Bonassi relata vidas traumatizadas
DO COLUNISTA DA FOLHA
"Este livro foi feito para sugerir uma encenação",
afirma o colunista da Folha Fernando Bonassi, 40, na dedicatória
de "Prova Contrária". De fato, essa novela escrita na forma de diálogos e dividida em cenas oscila
constantemente entre a narrativa
em prosa e o texto teatral (o que
inclui dois capítulos estruturados
na forma de jogral).
A ação envolve apenas uma mulher e um homem que conversam
num apartamento. Entre eles, interpõe-se a voz de um narrador
que descreve os objetos em cena,
os movimentos e o estado de espírito das duas personagens. As intervenções desse narrador são como "rubricas", aquelas instruções
que os autores de peças colocam
no texto cênico como indicação
de montagem para diretores e
atores.
Esse cruzamento de gêneros
não é estranho à obra de Bonassi,
romancista e contista com várias
incursões pela dramaturgia (a
mais recente foi a magnífica adaptação de "Woyzeck", de Georg
Büchner). Mas a ambiguidade
formal de "Prova Contrária" possui uma razão mais profunda.

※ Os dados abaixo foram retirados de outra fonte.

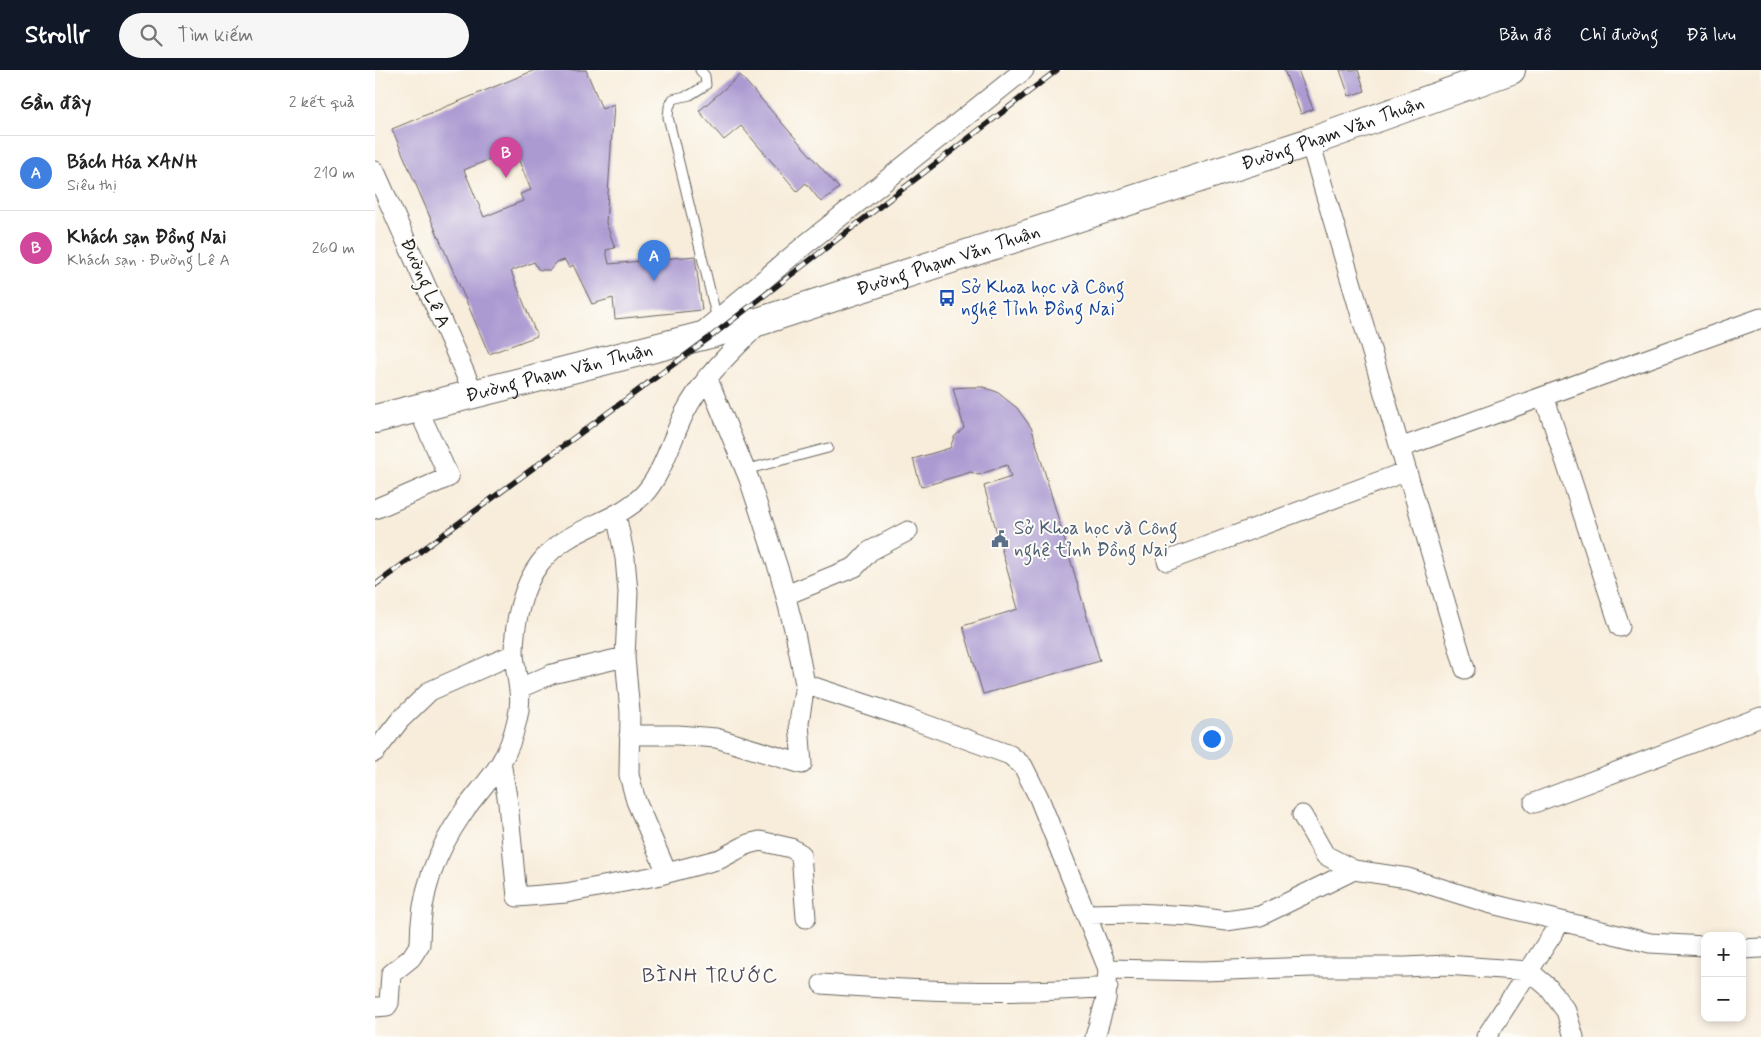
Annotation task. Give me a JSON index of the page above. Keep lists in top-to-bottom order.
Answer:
{
  "streets": {
    "main road": ["Đường Phạm Văn Thuận"],
    "street": ["Đường Lê A"]
  },
  "crossings": [
    ["Đường Phạm Văn Thuận", "Đường Lê A"]
  ],
  "districts": ["BÌNH TRƯỚC"],
  "places": {
    "bus stop": ["Sở Khoa học và Công nghệ Tỉnh Đồng Nai"],
    "public building": ["Sở Khoa học và Công nghệ tỉnh Đồng Nai"]
  },
  "page": {
    "header": "Strollr",
    "search": "Tìm kiếm",
    "nav": ["Bản đồ", "Chỉ đường", "Đã lưu"],
    "heading": ["Gần đây", "2 kết quả"],
    "list": [
      {
        "mark": "A",
        "name": "Bách Hóa XANH",
        "note": "Siêu thị",
        "value": "210 m"
      },
      {
        "mark": "B",
        "name": "Khách sạn Đồng Nai",
        "note": "Khách sạn · Đường Lê A",
        "value": "260 m"
      }
    ],
    "pins": ["B", "A"],
    "map_buttons": ["+", "−"]
  }
}
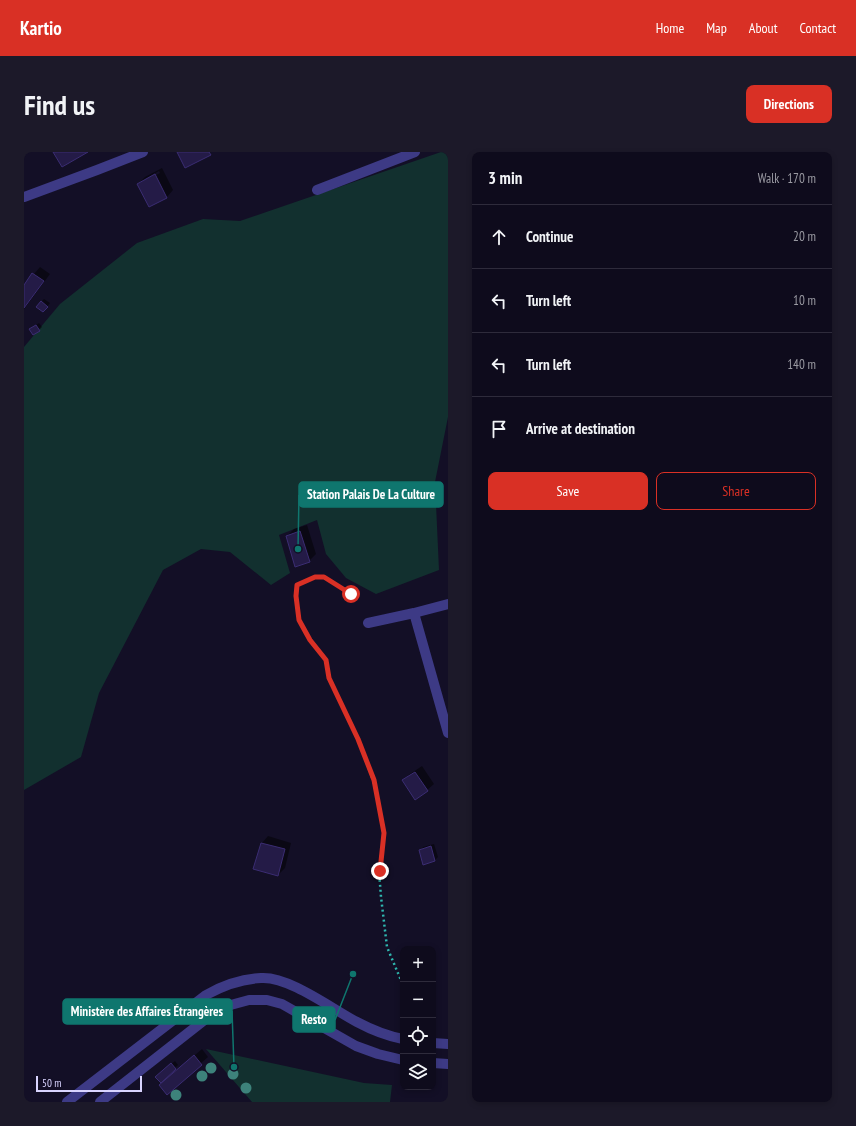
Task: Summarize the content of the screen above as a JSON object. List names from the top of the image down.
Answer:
{
  "places": ["Station Palais De La Culture", "Resto", "Ministère des Affaires Étrangères"],
  "scale_bar": "50 m",
  "page": {
    "header": "Kartio",
    "nav": [
      "Home",
      "Map",
      "About",
      "Contact"
    ],
    "buttons": [
      "Directions",
      ["Save", "Share"]
    ],
    "title": "Find us",
    "heading": ["3 min", "Walk · 170 m"],
    "list": [
      ["Continue", "20 m"],
      ["Turn left", "10 m"],
      ["Turn left", "140 m"],
      "Arrive at destination"
    ],
    "map_buttons": ["+", "−"],
    "scale": "50 m"
  }
}
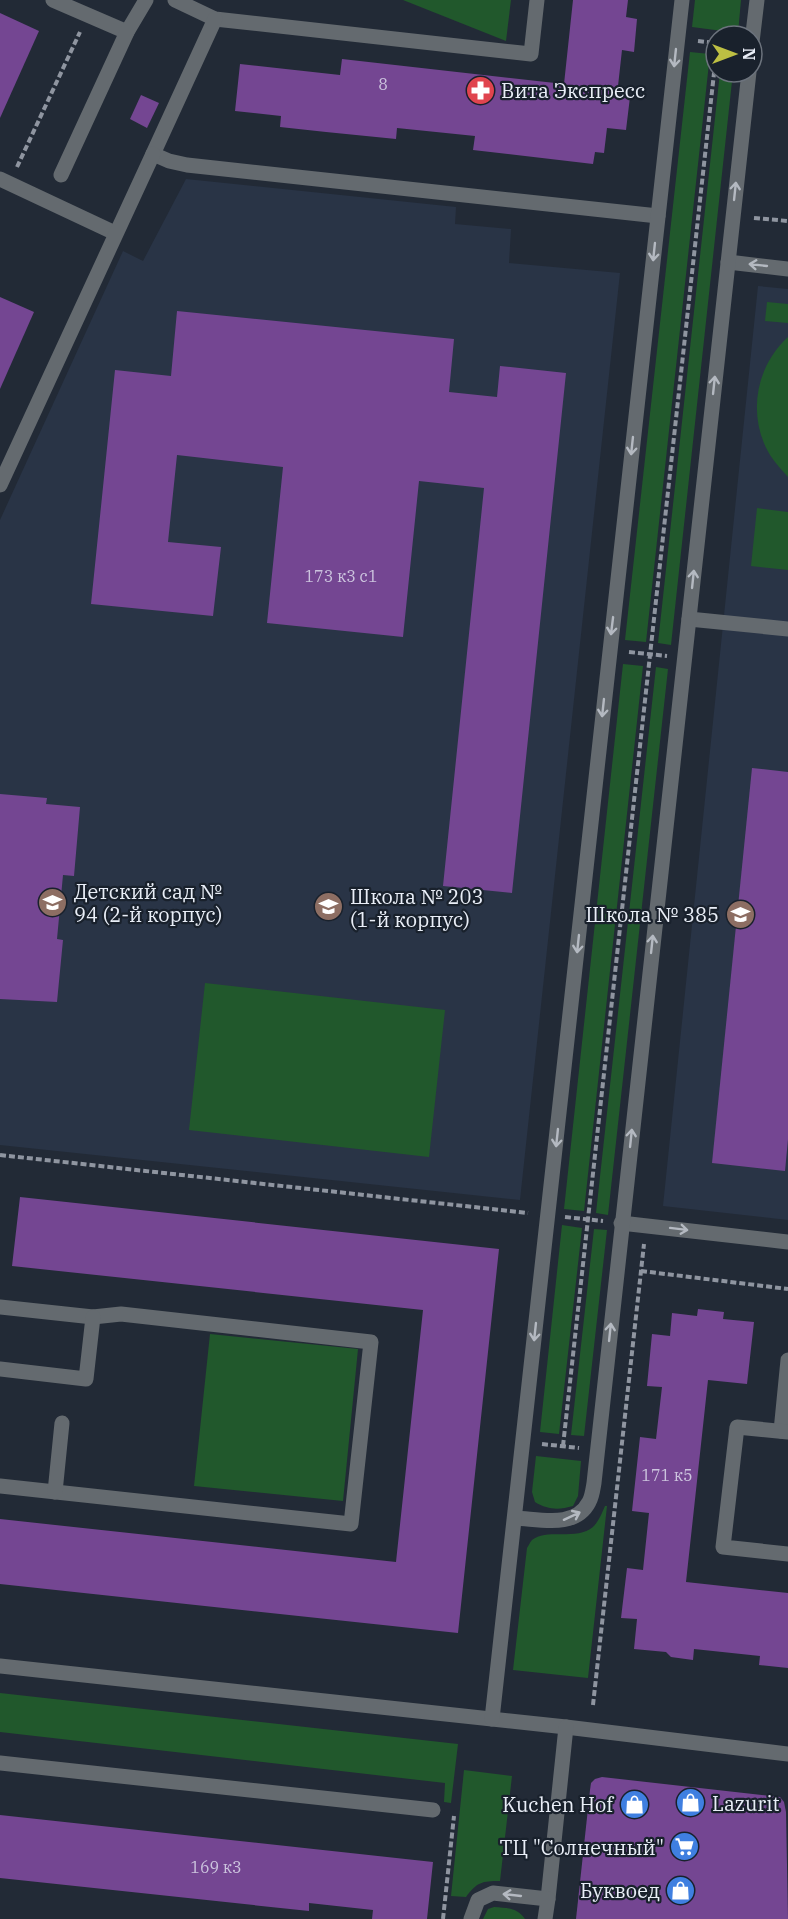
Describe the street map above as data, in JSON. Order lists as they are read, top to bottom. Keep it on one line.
{"places":{"pharmacy":["Вита Экспресс"],"school or university":["Детский сад № 94 (2-й корпус)","Школа № 203 (1-й корпус)","Школа № 385"],"shop":["Lazurit","Kuchen Hof","Буквоед"],"supermarket":["ТЦ \"Солнечный\""]},"house_numbers":["8","173 к3 с1","171 к5","169 к3"],"north":"right"}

A novela gira em torno do reencontro de uma mulher com o marido desaparecido durante o regime militar. Quando a trama se
inicia, ela acaba de se mudar para
um apartamento novo, comprado com o dinheiro da indenização
paga pelo governo a familiares de
vítimas da repressão política.
Ainda entre os caixotes da mudança, ela tem um pequeno momento de êxtase doméstico, a discreta satisfação de quem afinal dá
um passo importante na superação do passado. Porém essa felicidade clandestina (que Bonassi
descreve com uma sensibilidade
que certamente deve muito a Clarice Lispector) é quebrada com a
súbita aparição do marido.
A partir daí, as ambiguidades
do texto começam a justificar a
hesitação estilística entre o drama
e a narrativa. A mulher não sabe
se conversa com um fantasma ou
se o marido de fato ressurgiu depois de tanto tempo, pois ele irrompe em cena com uma brutalidade que só é possível representar
literariamente graças à concretude corpórea que a ação dramática
propicia.
Tudo aquilo que havia sido silenciado, que ficara sem verbalização (um passado de violência
política e de traumas afetivos recalcados), retorna agora como pesadelo. Num dado momento, a
mulher diz: "Nós, que vivemos
pra ver aquelas e essas coisas, não
devíamos ter opinião. Devíamos
deixar que os outros imaginassem
como. Que inventassem tudo.
Que mentissem se fosse o caso.
Que nos desafiassem, nos ultrajassem. Não devíamos nos preocupar. O silêncio sempre pode
mais".
Quem sofre demais, parece nos
dizer ela, transfere aos outros a tarefa de reatar os fios da memória e
desiste de fazer justiça aos mortos: só lhe resta "dar tempo ao tédio dos assassinos", resignar-se a
reparações financeiras que anestesiam o desejo de vingança. Entretanto, esses cadáveres sem sepultura cedo ou tarde voltam a
nos assombrar -e o acerto de
contas com o passado passa a ser
uma necessidade emocional e um
imperativo moral.
Por aí se vê como "Prova Contrária" articula de maneira hábil
as dimensões afetiva e ética, ficcional e histórica. Graças ao raro
talento que Bonassi tem para escrever diálogos (superando a diferença entre linguagens oral e escrita que caracteriza a língua portuguesa do Brasil), a novela passa
sem artificialismos dos desejos,
dos rancores e das lembranças
conjugais para as desilusões da
política e para a caixa-preta da
história.
O livro de Bonassi é um comovente relato de vidas traumatizadas ("Primeiro me roubam a sua
vida, depois você me rouba sua
morte", diz a mulher; "Nós não
estávamos preparados pra sobreviver a isso tudo", diz o homem).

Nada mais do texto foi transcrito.